Dia mengutip banyak pendapat yang sepakat atas hukum bid’ah hasanahnya memperingati Maulid, diantaranya, pendapat Imam Suyuthi, Imam as-Subki, Ahmad bin Zaini Dahlan dan Imam Abu Syamah.Abu Syamah mengatakan memperingati Maulid adalah paling baiknya bid’ah.
Perayaan Maulid itu, di samping juga sebagai momen bersedekah, sebagai bukti akan kebahagiaan dan kecintaan Muslimin kepada Nabi Muhammad saw.
Untuk hal ini, ada baiknya dikutip pendapat Ibnu Taimiyah. Ibnu Taimiyah mengatakan Muslimin yang memperingati Maulid atas niat yang tulus dan atas dasar cinta kepada Nabi Muhammad saw, maka akan mendapat pahala, bukan atas bid’ahnya.
Oleh karena itu, pada saat yang sama Ibnu Taimiyah memberikan solusi agar bid’ah yang terjadi dalam peringatan Maulid diganti dengan perbuatan-perbuatan yang sesuai dengan syara.
Jadinya, peringatan Maulid akan mendapatkan pahala penuh.
MAULID SEBAGAI MEDIA DAKWAH
Di era ini Muslimin berada dalam hegemoni Barat dan cenderung menjadi bulan-bulanan.
Tidak jarang Muslimin saat ini menangkap informasi tidak berimbang dan selalu menguntungkan Barat.
Padahal, sudah menjadi rahasia umum bahwa sejarah Barat adalah sejarah kebohongan yang ditampilkan dalam frame yang begitu sistematis.
Pada keterjebakan posisi ini Muslimin mendambakan kembalinya kejayaan Islam pada abad-abad terdahulu dan Muslimin tahu bahwa kekalahan Muslimin berada pada titik kurangnya konsolidasi antar-negara Islam dunia.
Pertanyaan, di mana kiprah OKI (Organisasi Konfrensi Islam) selaku organisasi persatuan Islam dunia, sering muncul namun tidak pernah mendapat jawaban riil.

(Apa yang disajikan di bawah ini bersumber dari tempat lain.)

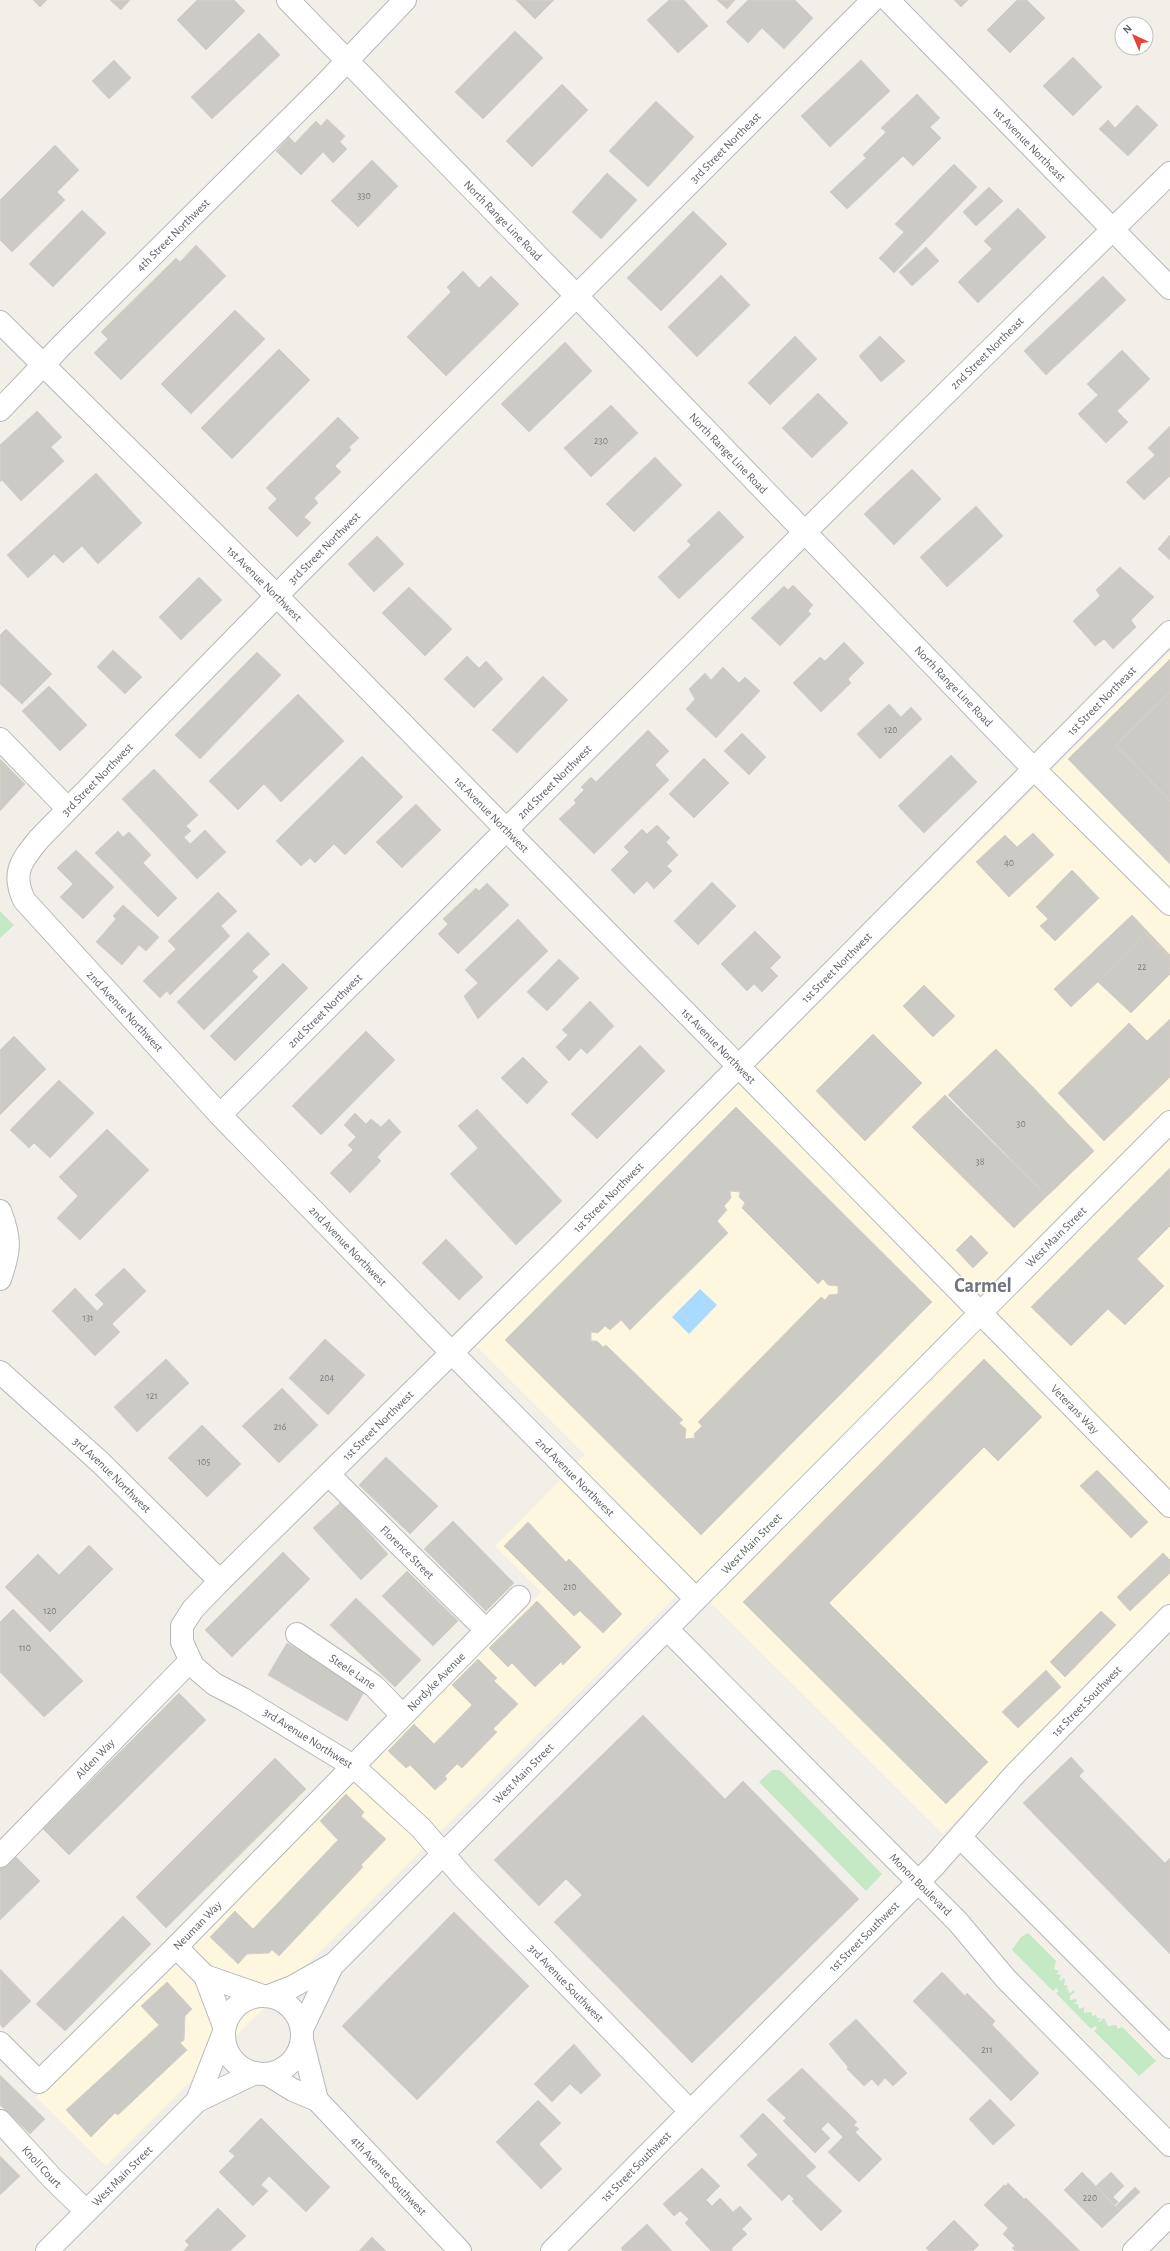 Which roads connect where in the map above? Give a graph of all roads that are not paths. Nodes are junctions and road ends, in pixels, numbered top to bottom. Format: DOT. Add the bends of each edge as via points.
graph roads {
  1 [pos="288,0"];
  2 [pos="405,0"];
  3 [pos="873,0"];
  4 [pos="888,0"];
  5 [pos="347,60"];
  6 [pos="1170,173"];
  7 [pos="1113,230"];
  8 [pos="1170,288"];
  9 [pos="577,295"];
  10 [pos="0,322"];
  11 [pos="44,366"];
  12 [pos="0,410"];
  13 [pos="804,533"];
  14 [pos="277,596"];
  15 [pos="1170,632"];
  16 [pos="0,739"];
  17 [pos="1034,769"];
  18 [pos="68,810"];
  19 [pos="506,830"];
  20 [pos="17,879"];
  21 [pos="1170,904"];
  22 [pos="738,1065"];
  23 [pos="220,1115"];
  24 [pos="1170,1122"];
  25 [pos="0,1211"];
  26 [pos="0,1280"];
  27 [pos="980,1311"];
  28 [pos="452,1353"];
  29 [pos="0,1372"];
  30 [pos="329,1475"];
  31 [pos="1170,1506"];
  32 [pos="220,1581"];
  33 [pos="519,1597"];
  34 [pos="696,1599"];
  35 [pos="1170,1616"];
  36 [pos="182,1626"];
  37 [pos="667,1629"];
  38 [pos="486,1630"];
  39 [pos="296,1634"];
  40 [pos="190,1661"];
  41 [pos="402,1715"];
  42 [pos="353,1766"];
  43 [pos="960,1837"];
  44 [pos="444,1853"];
  45 [pos="0,1856"];
  46 [pos="918,1882"];
  47 [pos="176,1947"];
  48 [pos="332,1966"];
  49 [pos="205,1976"];
  50 [pos="264,1995"];
  51 [pos="224,2029"];
  52 [pos="302,2034"];
  53 [pos="0,2043"];
  54 [pos="1170,2046"];
  55 [pos="261,2074"];
  56 [pos="317,2100"];
  57 [pos="197,2101"];
  58 [pos="690,2111"];
  59 [pos="0,2121"];
  60 [pos="1170,2145"];
  61 [pos="86,2211"];
  62 [pos="1170,2215"];
  63 [pos="46,2251"];
  64 [pos="460,2251"];
  65 [pos="552,2251"];
  66 [pos="1134,2251"];
  1 -- 5 [label="street, North Range Line Road"];
  2 -- 5 [label="street, 4th Street Northwest"];
  3 -- 9 [label="street, 3rd Street Northeast"];
  4 -- 7 [label="street, 1st Avenue Northeast"];
  5 -- 9 [label="street, North Range Line Road"];
  5 -- 11 [label="street, 4th Street Northwest"];
  6 -- 7 [label="street, 2nd Street Northeast"];
  7 -- 8 [label="street, 1st Avenue Northeast"];
  7 -- 13 [label="street, 2nd Street Northeast"];
  9 -- 13 [label="street, North Range Line Road"];
  9 -- 14 [label="street, 3rd Street Northwest"];
  10 -- 11 [label="street, 1st Avenue Northwest"];
  11 -- 12 [label="street, 4th Street Northwest"];
  11 -- 14 [label="street, 1st Avenue Northwest"];
  13 -- 17 [label="street, North Range Line Road"];
  13 -- 19 [label="street, 2nd Street Northwest"];
  14 -- 18 [label="street, 3rd Street Northwest"];
  14 -- 19 [label="street, 1st Avenue Northwest"];
  15 -- 17 [label="street, 1st Street Northeast"];
  16 -- 18 [label="street"];
  17 -- 21 [label="street, North Range Line Road"];
  17 -- 22 [label="street, 1st Street Northwest"];
  18 -- 20 [label="street, 3rd Street Northwest" via="24,857"];
  19 -- 22 [label="street, 1st Avenue Northwest"];
  19 -- 23 [label="street, 2nd Street Northwest"];
  20 -- 23 [label="street, 2nd Avenue Northwest" via="19,891 28,905"];
  22 -- 27 [label="street, 1st Avenue Northwest"];
  22 -- 28 [label="street, 1st Street Northwest"];
  23 -- 28 [label="street, 2nd Avenue Northwest"];
  24 -- 27 [label="street, West Main Street"];
  25 -- 26 [label="street" via="8,1234 8,1257"];
  27 -- 31 [label="street, Veterans Way"];
  27 -- 34 [label="street, West Main Street"];
  28 -- 30 [label="street, 1st Street Northwest"];
  28 -- 34 [label="street, 2nd Avenue Northwest"];
  29 -- 32 [label="street, 3rd Avenue Northwest" via="102,1463"];
  30 -- 32 [label="street, 1st Street Northwest"];
  30 -- 38 [label="street, Florence Street"];
  32 -- 36 [label="street, 1st Street Northwest" via="192,1609"];
  33 -- 38 [label="street, Nordyke Avenue"];
  34 -- 37 [label="street, West Main Street"];
  35 -- 43 [label="street, 1st Street Southwest" via="1015,1774"];
  36 -- 40 [label="street, 3rd Avenue Northwest" via="182,1642"];
  37 -- 44 [label="street, West Main Street"];
  37 -- 46 [label="street, Monon Boulevard"];
  38 -- 41 [label="street, Nordyke Avenue"];
  39 -- 41 [label="street, Steele Lane" via="374,1686"];
  40 -- 42 [label="street, 3rd Avenue Northwest" via="214,1684"];
  40 -- 45 [label="street, Alden Way"];
  41 -- 42 [label="street, Nordyke Avenue"];
  42 -- 44 [label="street, 3rd Avenue Northwest" via="421,1828"];
  42 -- 47 [label="street, Neuman Way"];
  43 -- 46 [label="street, 1st Street Southwest"];
  43 -- 54 [label="street"];
  44 -- 48 [label="street, West Main Street"];
  44 -- 58 [label="street, 3rd Avenue Southwest" via="463,1877"];
  46 -- 58 [label="street, 1st Street Southwest"];
  46 -- 60 [label="street, Monon Boulevard" via="958,1922 1006,1979"];
  47 -- 49 [label="street"];
  47 -- 53 [label="street, Neuman Way" via="39,2082"];
  48 -- 50 [label="street, West Main Street" via="292,1987"];
  48 -- 52 [label="street, West Main Street"];
  49 -- 50 [label="street"];
  49 -- 51 [label="street"];
  50 -- 51 [label="street" via="241,2001 228,2016"];
  50 -- 52 [label="street" via="287,2003 294,2010"];
  51 -- 55 [label="street" via="226,2048 234,2062 248,2071"];
  51 -- 57 [label="street, West Main Street"];
  52 -- 55 [label="street" via="298,2052 290,2063 280,2070"];
  52 -- 56 [label="street, 4th Avenue Southwest"];
  55 -- 56 [label="street, 4th Avenue Southwest"];
  55 -- 57 [label="street, West Main Street"];
  56 -- 64 [label="street, 4th Avenue Southwest"];
  57 -- 61 [label="street, West Main Street"];
  58 -- 65 [label="street, 1st Street Southwest"];
  59 -- 61 [label="street, Knoll Court"];
  61 -- 63 [label="street, West Main Street"];
  62 -- 66 [label="street"];
}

Artinya, momen-momen show of force (unjuk kekuatan), seperti peringatan Maulid dan perayaan besar lainnya, sudah sepantasnya tidak dibiarkan berlalu begitu saja.
Momen-momen besar Islam seperti itu sangat berpotensi dan efektif untuk menghidupkan nadi heroisme Muslimin, bukan hanya pada taraf nasional tapi internasional.
Bahkan, kesempatan ini dinilai sebagai target utama diperingatinya hari kelahiran Nabi Muhammad ini.
Bila kembali pada sejarah, di atas sudah dijelaskan bahwa peringatan Maulid awal mulanya diadakan sebagai langkah untuk menyalakan api semangat dalam tubuh Muslimin ketika berhadapan dengan ancaman asing.
Padahal, untuk masa ini Muslimin lebih berkepentingan untuk menyalakan kembali semangat Islam.
Karena kondisi masa yang sedemikian ruwet, dan ditambah dengan keterjebakan Muslimin di bawah hegemoni asing, sudah saatnya peringatan Maulid tidak dilihat dari sisi bid’ah hasanah-nya, sebab sisi ini telah disepakati memiliki ekses yang positif bagi Muslimin.
Tapi dipandang dari sisi sebagai momen konfederasi-konsolidasi Muslimin tingkat internasional demi ‘izzul Islam wal muslimin.